## Task requirements
Could you filter the listing for lines with the word "roads" and return them?
· · ·
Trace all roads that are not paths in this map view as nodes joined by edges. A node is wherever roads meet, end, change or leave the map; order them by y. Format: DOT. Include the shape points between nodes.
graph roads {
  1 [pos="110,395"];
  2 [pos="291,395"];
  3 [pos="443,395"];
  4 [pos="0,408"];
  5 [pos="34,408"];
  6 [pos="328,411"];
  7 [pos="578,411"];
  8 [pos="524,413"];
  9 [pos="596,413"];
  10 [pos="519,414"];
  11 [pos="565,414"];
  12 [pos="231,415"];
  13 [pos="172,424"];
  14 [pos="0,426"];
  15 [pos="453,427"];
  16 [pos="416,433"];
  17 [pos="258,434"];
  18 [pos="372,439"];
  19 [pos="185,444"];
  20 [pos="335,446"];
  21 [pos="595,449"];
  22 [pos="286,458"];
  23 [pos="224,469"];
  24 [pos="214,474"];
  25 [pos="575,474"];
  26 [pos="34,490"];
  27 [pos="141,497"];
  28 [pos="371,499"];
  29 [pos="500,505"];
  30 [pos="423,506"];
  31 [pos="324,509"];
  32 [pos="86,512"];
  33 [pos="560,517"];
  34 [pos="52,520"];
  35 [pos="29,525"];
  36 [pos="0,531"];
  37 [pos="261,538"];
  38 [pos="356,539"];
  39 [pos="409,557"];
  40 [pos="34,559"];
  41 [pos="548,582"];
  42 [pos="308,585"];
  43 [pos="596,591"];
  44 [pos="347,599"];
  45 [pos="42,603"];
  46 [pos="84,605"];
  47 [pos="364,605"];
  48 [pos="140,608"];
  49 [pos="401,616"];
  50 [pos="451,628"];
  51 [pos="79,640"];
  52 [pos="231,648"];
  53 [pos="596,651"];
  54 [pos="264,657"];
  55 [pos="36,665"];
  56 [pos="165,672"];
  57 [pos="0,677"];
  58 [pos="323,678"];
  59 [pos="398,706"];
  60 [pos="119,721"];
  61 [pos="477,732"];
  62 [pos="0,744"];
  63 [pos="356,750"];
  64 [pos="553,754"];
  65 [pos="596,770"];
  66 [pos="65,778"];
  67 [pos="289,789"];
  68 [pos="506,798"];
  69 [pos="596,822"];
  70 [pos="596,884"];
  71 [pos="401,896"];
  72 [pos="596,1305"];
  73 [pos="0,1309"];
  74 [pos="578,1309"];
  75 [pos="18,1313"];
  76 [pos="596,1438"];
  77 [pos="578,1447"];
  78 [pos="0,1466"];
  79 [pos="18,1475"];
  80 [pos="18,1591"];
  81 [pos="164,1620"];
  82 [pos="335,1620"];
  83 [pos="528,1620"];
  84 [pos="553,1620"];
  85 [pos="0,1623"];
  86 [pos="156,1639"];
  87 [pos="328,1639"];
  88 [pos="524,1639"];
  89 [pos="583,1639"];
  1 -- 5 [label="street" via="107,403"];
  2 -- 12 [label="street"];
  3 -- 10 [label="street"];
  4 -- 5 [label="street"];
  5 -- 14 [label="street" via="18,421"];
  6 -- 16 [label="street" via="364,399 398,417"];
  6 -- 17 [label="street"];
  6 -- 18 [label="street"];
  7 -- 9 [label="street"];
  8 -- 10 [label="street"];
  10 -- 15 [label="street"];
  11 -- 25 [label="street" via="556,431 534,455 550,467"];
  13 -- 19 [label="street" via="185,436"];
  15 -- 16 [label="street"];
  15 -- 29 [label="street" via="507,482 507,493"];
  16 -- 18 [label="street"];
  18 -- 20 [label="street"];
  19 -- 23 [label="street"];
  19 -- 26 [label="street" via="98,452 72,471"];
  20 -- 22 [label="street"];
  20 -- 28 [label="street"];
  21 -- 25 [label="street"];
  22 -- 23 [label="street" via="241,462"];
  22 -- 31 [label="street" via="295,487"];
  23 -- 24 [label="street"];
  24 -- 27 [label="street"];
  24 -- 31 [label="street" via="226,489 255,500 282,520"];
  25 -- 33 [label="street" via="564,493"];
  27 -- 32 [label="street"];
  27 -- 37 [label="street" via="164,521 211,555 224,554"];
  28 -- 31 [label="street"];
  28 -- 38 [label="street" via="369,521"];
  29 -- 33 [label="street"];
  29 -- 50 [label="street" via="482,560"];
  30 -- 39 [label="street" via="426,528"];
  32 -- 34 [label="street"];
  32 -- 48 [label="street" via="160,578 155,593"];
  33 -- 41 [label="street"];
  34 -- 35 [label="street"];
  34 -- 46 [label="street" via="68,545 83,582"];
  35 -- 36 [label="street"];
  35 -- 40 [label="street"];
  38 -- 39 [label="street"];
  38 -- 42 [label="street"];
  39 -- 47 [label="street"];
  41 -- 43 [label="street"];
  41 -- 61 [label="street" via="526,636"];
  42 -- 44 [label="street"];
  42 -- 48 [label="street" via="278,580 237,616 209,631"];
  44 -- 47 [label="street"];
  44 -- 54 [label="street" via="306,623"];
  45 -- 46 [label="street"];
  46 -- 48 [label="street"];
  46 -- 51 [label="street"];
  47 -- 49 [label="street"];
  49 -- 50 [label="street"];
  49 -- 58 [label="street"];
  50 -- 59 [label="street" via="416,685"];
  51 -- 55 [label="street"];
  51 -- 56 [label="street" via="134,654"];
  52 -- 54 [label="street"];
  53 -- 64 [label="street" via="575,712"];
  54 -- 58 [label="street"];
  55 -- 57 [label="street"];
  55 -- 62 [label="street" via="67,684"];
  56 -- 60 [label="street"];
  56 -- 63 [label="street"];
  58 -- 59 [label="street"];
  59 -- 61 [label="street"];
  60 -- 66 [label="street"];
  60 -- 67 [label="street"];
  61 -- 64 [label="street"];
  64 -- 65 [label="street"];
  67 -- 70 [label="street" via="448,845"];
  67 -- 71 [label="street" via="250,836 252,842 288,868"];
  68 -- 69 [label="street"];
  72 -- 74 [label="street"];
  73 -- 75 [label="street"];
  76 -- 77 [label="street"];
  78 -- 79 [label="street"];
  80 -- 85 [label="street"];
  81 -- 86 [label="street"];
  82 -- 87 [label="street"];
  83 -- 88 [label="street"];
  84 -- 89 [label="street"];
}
· · ·
## Written answer
Trace all roads that are not paths in this map view as nodes joined by edges. A node is wherever roads meet, end, change or leave the map; order them by y. Format: DOT. Include the shape points between nodes.
graph roads {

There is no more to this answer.